Harrison ofereceu, não pela primeira vez vez, sua voz pesada com a culpa isso nunca o deixou. para Boston ou Nova York ou Filadélfia, dê-lhe papéis declarando você livre, dinheiro para começar um novo vida, cartas de apresentação para pessoas que ajudaria você a se estabelecer. Você poderia frequentar a universidade, tornar-se ummédico ou advogado, viva como quem você escolha ficar sem se esconder.

E nunca mais ver você?” Morgan perguntou: virando-se para encará-lo completamente, olhos refletindo a luz da lâmpada como espelhos segurando fogo. viva livre, mas sozinho, sabendo que a única pessoa que já realmente me viu e me amou de qualquer maneira é aqui, preso em uma vida que está matando ele lentamente.

Seria a coisa certa fazer, Harrison insistiu, mas sua voz faltava convicção até mesmo aos seus próprios ouvidos. Para quem? Morgan desafiou com o franqueza que caracterizou sua relacionamento desde o início.

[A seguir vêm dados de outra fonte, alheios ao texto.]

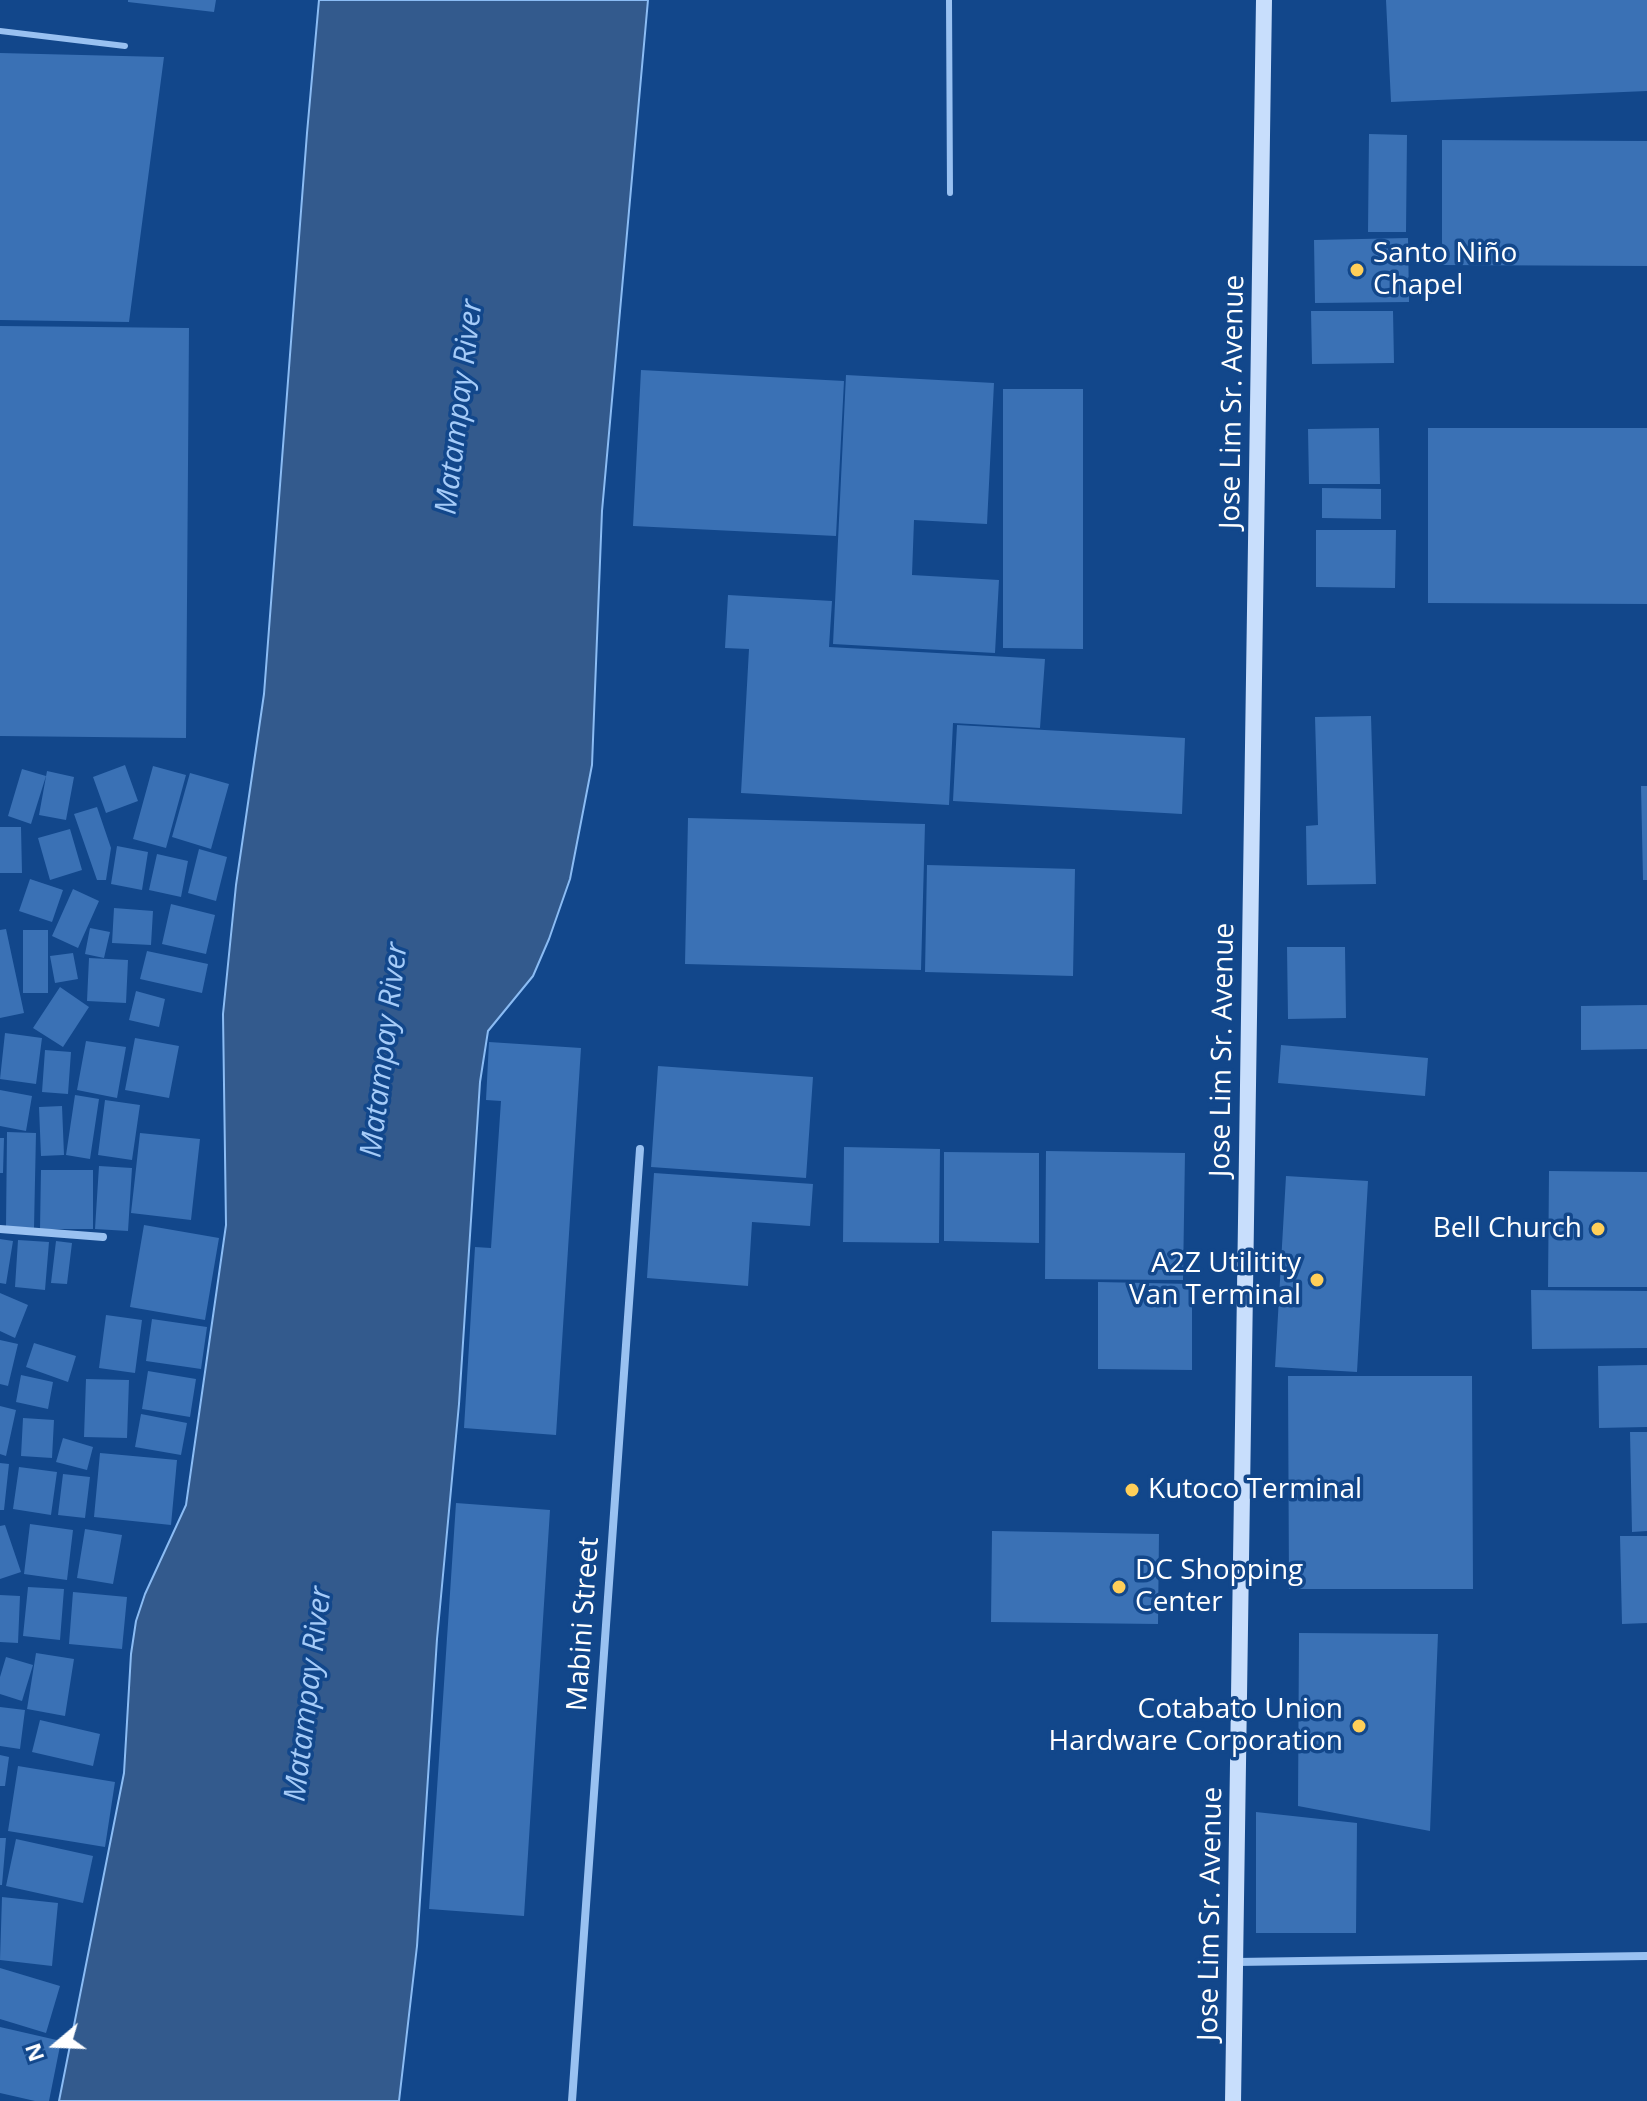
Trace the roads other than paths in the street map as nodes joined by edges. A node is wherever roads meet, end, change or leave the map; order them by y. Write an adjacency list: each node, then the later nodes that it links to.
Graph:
1 (949, 0): 5 (lane)
2 (1264, 0): 10 (main road, Jose Lim Sr. Avenue)
3 (0, 31): 4 (lane)
4 (125, 46)
5 (950, 193)
6 (640, 1149): 11 (street, Mabini Street)
7 (0, 1229): 8 (street)
8 (103, 1237)
9 (1647, 1956): 10 (street)
10 (1236, 1962): 12 (main road, Jose Lim Sr. Avenue)
11 (572, 2101)
12 (1233, 2101)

Para mim, viver livre, mas isolado em um mundo que nunca aceitará totalmente o que sou. Ou para você resolver sua consciência enquanto perde a única pessoa que você já conheceu verdadeiramente amado.

Nós dois sabemos a resposta, Harrison. Estamos presos em um impossível situação, unidos pelo amor e separados por todo o resto. Harrison não tinha resposta para isso porque Morgan estava correto. Eles foram presos por circunstâncias nenhuma delas poderia mudar, sustentada cativa por um sistema social que insistia certas formas de amor não poderiam existir e portanto deve ser destruído quando descoberto.

A única escolha que tinham era se iriam continuar seu relacionamento em segredo, sabendo que acabaria em desastre ou para acabar com ele voluntariamente e viver o resto de suas vidas diminuído pela perda. Eles escolheram continuar porque mesmo amor impossível parecia melhor que não amor em tudo.

E durante sete anos eles mantiveram seu delicado equilíbrio, caminhando no fio da navalha entre o genuíno conexão e destruição inevitável. Mas o segredo deles não poderia permanecer escondido para sempre. Alguém estava observando. Alguém que iria em última análise, usar o que ela sabia para destruir tudo.

Mas antes de revelarmos quem foi assistindo e o que eles planejaram fazer com seu terrível conhecimento, você precisa para entender algo crítico sobre como as famílias das plantações realmente funcionou. Os proprietários brancos acreditavam invisíveis para seus escravos, conduzindo seus assuntos e revelando seus segredos como se as pessoas que limparam seus quartos e servidas suas refeições eram móveis em vez de seres humanos com olhos, ouvidos e memórias.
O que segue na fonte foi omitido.